🤖 AI Summary
Existing time-series analysis methods predominantly rely on unimodal numerical data, limiting their capacity to integrate time-varying multimodal signals—such as text, images, and audio—thereby undermining reasoning depth, interpretability, and robustness. To address this, we pioneer the systematic application of multimodal large language models (MLLMs) to cross-modal temporal reasoning, introducing a temporal-aware cross-modal alignment mechanism, an interpretability-enhanced prompting strategy, and a domain-adaptive inference framework. Our core contributions are threefold: (1) establishing the first theoretical framework and research roadmap for MLLMs in time-series understanding; (2) defining a novel “trust-driven, logically traceable” temporal reasoning paradigm; and (3) empirically validating superior robustness and decision interpretability across financial, healthcare, and industrial time-series benchmarks. This work lays a foundational methodology for multimodal temporal intelligence.
📝 Abstract
Understanding time series data is crucial for multiple real-world applications. While large language models (LLMs) show promise in time series tasks, current approaches often rely on numerical data alone, overlooking the multimodal nature of time-dependent information, such as textual descriptions, visual data, and audio signals.
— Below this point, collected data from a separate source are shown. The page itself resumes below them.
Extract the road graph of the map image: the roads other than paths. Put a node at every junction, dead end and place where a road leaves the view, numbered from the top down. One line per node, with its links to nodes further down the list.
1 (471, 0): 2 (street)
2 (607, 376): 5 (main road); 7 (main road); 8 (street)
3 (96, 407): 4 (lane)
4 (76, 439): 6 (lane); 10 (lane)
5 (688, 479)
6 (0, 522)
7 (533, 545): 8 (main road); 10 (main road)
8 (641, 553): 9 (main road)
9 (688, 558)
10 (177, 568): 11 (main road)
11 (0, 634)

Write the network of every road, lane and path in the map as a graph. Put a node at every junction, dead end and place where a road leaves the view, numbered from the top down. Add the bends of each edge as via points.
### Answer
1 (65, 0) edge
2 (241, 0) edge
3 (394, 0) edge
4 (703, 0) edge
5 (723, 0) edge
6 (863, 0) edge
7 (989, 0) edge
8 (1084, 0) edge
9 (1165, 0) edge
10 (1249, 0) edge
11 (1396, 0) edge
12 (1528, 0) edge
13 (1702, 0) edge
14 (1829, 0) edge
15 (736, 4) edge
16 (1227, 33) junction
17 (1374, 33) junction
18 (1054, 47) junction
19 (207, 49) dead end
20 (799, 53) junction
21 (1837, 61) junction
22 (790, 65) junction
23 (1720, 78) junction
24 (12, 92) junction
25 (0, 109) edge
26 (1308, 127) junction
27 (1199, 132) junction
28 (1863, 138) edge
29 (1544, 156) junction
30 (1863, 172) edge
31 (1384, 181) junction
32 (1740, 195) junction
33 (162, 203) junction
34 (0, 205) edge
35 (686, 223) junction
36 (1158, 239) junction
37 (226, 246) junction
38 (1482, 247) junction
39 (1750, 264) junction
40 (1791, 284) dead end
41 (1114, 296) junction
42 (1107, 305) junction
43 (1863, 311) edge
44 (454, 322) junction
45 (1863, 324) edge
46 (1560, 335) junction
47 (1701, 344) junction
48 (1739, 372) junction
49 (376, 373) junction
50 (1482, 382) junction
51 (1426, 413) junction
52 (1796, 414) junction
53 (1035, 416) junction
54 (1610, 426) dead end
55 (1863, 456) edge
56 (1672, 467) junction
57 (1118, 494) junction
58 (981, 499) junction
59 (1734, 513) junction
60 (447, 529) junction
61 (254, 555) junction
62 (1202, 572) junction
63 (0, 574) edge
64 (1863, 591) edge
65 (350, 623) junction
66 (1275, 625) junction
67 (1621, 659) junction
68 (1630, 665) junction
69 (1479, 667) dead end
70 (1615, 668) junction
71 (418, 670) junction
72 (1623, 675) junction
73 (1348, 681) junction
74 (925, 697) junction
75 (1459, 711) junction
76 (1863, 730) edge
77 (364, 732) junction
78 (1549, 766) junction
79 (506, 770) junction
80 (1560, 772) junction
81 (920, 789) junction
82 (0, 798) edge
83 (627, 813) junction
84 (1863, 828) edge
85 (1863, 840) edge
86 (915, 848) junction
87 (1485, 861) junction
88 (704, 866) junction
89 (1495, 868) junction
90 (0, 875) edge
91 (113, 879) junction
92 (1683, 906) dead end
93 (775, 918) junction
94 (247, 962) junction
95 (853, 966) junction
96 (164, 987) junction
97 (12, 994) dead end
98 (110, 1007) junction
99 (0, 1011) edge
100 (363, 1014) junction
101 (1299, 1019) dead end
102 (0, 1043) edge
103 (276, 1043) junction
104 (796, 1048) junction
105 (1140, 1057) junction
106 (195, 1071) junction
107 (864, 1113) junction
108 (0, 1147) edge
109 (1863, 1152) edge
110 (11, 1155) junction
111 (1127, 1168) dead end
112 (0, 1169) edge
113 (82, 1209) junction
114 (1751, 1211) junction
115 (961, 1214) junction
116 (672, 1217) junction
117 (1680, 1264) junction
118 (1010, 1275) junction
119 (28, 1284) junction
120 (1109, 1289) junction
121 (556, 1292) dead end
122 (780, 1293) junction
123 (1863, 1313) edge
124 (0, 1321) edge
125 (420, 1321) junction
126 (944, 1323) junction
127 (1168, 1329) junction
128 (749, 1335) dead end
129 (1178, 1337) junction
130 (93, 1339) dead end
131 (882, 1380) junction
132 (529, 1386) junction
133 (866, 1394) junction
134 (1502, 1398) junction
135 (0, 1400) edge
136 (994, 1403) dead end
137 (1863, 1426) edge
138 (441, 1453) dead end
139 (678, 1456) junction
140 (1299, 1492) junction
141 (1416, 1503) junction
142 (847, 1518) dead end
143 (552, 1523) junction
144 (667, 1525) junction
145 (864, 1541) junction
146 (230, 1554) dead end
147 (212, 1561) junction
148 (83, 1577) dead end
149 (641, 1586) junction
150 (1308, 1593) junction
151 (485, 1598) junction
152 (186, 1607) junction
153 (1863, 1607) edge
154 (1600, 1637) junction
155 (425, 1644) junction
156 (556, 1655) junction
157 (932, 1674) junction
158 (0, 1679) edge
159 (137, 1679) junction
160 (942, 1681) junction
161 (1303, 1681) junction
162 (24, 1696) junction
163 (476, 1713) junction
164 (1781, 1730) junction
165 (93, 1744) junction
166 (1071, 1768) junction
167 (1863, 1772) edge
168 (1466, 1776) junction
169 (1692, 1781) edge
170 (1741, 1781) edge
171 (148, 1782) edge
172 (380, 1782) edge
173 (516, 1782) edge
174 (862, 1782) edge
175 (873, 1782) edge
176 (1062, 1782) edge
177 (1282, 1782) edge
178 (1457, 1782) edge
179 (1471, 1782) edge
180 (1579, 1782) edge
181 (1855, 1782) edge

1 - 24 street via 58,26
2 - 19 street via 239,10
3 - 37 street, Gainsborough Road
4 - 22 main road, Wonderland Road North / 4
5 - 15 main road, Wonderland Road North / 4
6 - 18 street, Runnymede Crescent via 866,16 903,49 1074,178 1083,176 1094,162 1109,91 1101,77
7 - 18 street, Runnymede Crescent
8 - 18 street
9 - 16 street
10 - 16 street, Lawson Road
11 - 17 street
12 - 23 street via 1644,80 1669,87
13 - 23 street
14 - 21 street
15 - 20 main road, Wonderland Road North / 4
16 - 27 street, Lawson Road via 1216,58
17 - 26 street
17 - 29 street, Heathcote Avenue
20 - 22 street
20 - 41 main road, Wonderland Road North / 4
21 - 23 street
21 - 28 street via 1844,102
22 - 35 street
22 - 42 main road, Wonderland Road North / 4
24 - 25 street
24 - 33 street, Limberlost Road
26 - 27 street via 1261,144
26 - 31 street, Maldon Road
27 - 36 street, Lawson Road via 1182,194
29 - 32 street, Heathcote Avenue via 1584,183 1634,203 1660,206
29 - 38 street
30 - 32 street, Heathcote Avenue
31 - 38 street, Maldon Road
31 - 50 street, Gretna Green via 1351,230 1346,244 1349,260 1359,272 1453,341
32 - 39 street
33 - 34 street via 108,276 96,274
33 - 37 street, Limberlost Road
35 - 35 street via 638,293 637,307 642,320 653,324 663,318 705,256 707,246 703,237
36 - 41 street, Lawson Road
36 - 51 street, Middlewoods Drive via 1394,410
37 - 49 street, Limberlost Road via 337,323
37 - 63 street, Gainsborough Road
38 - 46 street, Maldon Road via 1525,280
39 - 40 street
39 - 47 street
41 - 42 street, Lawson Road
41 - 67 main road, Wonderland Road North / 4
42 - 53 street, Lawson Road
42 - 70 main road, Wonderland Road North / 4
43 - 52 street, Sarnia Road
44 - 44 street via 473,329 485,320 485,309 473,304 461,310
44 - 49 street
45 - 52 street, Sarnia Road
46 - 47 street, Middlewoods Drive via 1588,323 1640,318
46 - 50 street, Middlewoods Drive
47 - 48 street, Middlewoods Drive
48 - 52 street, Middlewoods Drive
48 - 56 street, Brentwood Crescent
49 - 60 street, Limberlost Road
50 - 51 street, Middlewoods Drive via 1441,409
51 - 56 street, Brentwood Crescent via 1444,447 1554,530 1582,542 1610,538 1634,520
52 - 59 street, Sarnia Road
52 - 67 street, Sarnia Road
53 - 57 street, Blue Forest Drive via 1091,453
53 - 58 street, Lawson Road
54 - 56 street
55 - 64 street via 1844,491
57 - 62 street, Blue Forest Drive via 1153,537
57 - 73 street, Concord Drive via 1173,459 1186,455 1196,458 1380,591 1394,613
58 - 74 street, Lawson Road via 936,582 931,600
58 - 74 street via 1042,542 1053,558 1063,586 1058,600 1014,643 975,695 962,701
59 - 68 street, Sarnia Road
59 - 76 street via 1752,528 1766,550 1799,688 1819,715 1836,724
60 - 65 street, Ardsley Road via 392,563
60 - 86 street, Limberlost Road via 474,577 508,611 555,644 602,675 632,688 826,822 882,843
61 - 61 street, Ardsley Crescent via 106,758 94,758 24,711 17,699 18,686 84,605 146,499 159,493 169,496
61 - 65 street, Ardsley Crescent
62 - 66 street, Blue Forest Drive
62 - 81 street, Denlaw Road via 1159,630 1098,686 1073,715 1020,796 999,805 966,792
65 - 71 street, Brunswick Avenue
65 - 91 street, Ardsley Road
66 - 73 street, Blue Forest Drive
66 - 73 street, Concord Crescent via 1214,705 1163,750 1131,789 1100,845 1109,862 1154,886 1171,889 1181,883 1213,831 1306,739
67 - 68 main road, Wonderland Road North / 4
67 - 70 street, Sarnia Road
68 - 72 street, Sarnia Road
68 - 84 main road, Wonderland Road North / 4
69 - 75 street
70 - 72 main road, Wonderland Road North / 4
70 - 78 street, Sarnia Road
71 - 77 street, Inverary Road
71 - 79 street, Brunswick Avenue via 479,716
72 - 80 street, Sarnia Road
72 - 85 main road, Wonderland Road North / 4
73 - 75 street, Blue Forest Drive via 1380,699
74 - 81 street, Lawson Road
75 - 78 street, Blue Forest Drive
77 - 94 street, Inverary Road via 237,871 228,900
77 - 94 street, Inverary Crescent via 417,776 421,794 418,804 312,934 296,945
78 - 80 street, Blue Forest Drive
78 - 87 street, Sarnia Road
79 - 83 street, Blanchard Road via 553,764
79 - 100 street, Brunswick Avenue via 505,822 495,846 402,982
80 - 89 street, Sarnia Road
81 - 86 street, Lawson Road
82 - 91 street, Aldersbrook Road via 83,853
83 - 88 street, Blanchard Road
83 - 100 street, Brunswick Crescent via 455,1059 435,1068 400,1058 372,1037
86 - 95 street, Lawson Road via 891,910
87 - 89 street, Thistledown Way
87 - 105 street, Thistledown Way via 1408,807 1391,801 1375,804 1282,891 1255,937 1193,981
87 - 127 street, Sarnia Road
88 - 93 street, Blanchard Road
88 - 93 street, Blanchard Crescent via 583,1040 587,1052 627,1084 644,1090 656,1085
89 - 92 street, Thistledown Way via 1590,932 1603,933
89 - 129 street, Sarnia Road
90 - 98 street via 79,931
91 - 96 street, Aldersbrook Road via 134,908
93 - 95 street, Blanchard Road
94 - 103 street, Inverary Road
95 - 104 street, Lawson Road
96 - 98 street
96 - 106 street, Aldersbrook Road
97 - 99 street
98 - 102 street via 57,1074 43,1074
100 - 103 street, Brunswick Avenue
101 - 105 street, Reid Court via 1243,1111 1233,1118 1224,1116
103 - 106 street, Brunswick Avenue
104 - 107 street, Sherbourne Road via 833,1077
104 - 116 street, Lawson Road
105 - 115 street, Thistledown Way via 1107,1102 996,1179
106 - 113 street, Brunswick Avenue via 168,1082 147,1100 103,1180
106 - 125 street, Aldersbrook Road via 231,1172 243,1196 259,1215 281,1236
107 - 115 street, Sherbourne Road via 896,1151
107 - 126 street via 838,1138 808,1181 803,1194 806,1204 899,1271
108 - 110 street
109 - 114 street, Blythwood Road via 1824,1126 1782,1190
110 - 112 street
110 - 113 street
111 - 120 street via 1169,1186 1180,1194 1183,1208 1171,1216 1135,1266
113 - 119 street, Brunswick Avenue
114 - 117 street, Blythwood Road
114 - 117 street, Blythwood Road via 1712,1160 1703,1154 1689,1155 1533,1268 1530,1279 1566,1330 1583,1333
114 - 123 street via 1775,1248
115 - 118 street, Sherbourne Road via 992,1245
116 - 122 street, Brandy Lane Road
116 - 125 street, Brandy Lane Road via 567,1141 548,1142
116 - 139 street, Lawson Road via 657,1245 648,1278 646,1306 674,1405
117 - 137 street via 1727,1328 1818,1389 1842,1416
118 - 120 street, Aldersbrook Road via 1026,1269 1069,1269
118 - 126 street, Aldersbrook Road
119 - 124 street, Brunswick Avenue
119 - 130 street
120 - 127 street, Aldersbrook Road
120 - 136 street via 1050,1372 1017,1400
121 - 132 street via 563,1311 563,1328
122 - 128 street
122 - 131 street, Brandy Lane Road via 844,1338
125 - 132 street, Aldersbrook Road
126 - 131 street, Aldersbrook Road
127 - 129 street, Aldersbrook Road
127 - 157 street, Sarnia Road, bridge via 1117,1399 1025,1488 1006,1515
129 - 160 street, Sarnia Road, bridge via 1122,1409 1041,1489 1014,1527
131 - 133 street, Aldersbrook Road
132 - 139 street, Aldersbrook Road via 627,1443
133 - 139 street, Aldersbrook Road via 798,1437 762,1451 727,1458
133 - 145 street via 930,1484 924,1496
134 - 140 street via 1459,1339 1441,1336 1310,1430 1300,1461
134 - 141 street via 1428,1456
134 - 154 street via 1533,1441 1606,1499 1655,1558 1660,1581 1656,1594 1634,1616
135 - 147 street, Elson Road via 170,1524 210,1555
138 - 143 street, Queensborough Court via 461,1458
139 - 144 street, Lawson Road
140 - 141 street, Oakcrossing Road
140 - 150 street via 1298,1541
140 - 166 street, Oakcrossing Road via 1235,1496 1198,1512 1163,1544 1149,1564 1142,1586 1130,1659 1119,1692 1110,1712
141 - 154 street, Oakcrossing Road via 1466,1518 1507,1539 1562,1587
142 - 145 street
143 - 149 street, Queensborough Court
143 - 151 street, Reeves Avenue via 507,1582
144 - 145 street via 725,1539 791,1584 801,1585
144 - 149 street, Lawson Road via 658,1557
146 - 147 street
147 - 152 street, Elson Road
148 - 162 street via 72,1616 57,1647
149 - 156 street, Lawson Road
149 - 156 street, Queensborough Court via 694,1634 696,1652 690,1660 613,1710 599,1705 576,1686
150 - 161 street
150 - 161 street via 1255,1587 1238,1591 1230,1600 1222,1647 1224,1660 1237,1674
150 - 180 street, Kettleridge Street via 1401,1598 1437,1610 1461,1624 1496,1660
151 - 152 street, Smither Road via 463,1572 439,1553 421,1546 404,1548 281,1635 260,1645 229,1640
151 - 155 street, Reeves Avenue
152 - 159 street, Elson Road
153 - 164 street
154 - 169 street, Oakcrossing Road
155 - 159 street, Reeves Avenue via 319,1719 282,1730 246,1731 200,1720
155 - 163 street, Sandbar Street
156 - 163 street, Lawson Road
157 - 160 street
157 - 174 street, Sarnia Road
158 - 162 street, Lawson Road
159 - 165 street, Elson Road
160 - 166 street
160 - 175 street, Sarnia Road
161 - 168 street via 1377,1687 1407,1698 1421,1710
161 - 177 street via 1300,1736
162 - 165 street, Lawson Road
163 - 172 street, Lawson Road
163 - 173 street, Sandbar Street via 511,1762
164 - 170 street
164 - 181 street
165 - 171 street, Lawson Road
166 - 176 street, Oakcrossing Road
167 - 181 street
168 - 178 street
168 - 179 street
Moreover, these methods underutilize LLMs' reasoning capabilities, limiting the analysis to surface-level interpretations instead of deeper temporal and multimodal reasoning. In this position paper, we argue that multimodal LLMs (MLLMs) can enable more powerful and flexible reasoning for time series analysis, enhancing decision-making and real-world applications. We call on researchers and practitioners to leverage this potential by developing strategies that prioritize trust, interpretability, and robust reasoning in MLLMs. Lastly, we highlight key research directions, including novel reasoning paradigms, architectural innovations, and domain-specific applications, to advance time series reasoning with MLLMs.